What is required =>
Where the records below show a line containing "index pip: (415, 329)", start copying; end with the line containing "ring pip: (832, 450)", and copy it too.

++++ Records supplied ++++

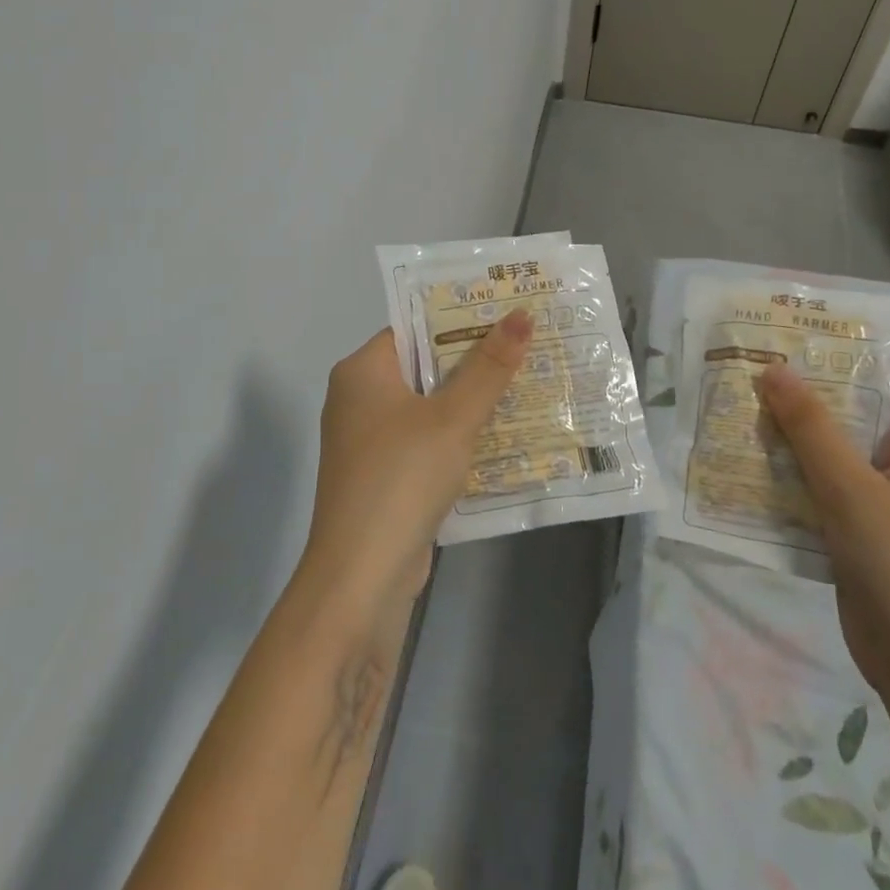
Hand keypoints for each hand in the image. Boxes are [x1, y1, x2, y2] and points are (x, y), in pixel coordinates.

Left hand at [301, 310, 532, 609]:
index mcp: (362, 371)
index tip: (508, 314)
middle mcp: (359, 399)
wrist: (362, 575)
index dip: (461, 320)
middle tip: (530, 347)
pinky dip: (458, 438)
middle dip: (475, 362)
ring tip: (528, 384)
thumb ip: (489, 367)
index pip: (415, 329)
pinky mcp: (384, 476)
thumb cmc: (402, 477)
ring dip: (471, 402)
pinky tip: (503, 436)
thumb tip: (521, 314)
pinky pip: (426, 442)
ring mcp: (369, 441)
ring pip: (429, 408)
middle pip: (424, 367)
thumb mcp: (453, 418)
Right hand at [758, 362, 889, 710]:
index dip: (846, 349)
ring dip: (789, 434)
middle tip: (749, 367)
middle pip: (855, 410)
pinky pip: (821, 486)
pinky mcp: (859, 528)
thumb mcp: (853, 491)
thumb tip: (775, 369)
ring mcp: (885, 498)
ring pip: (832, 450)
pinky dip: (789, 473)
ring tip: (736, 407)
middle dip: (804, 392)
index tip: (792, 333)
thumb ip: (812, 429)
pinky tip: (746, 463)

++++
++++ Records supplied ++++

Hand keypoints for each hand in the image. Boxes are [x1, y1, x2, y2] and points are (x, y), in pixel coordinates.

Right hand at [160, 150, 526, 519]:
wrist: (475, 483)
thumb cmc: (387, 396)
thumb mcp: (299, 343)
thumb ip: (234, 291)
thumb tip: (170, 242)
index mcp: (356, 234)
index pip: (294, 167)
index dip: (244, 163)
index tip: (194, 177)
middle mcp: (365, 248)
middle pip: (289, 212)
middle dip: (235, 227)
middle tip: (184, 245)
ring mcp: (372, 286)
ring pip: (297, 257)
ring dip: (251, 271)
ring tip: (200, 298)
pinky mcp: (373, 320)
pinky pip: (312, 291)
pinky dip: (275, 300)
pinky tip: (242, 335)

++++
++++ Records supplied ++++

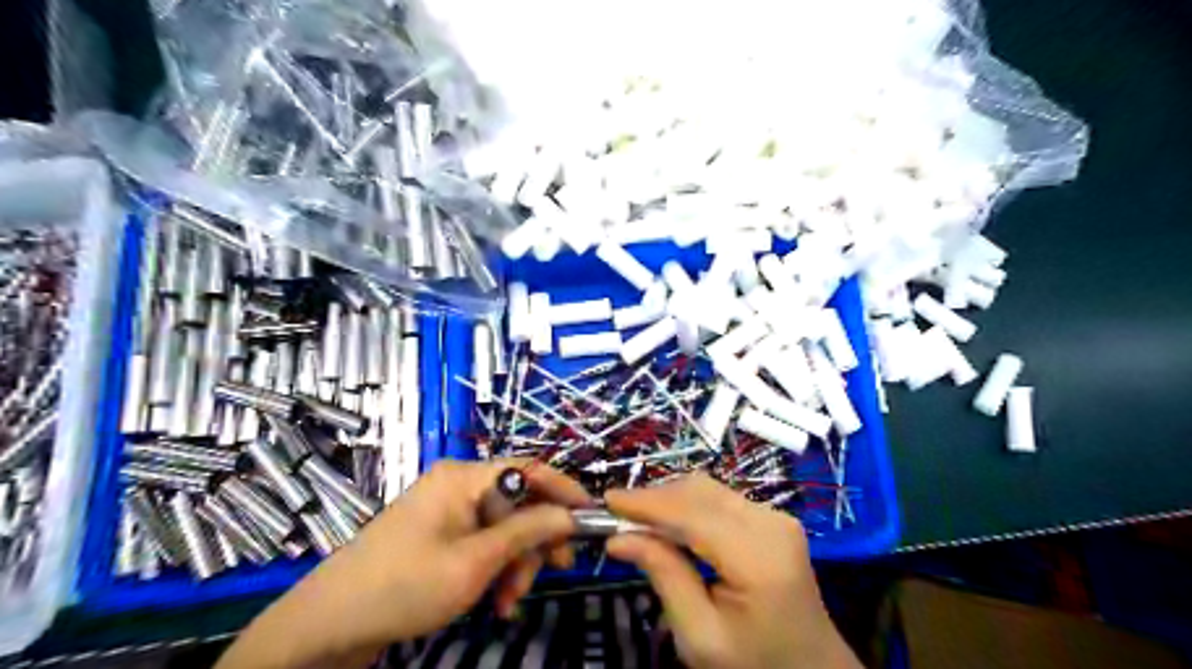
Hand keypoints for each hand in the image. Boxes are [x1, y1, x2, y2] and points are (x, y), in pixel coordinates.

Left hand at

++++

Expected output =>
index pip: (415, 329)
pinky mcp: (384, 476)
thumb cmc: (402, 477)
ring dip: (471, 402)
pinky tip: (503, 436)
thumb tip: (521, 314)
pinky pip: (426, 442)
ring mcp: (369, 441)
ring pip: (429, 408)
middle pip: (424, 367)
thumb mcp: (453, 418)
Right hand at [758, 362, 889, 710]:
index dip: (846, 349)
ring dip: (789, 434)
middle tip: (749, 367)
middle pip: (855, 410)
pinky pip: (821, 486)
pinky mcp: (859, 528)
thumb mcp: (853, 491)
thumb tip: (775, 369)
ring mcp: (885, 498)
ring pip: (832, 450)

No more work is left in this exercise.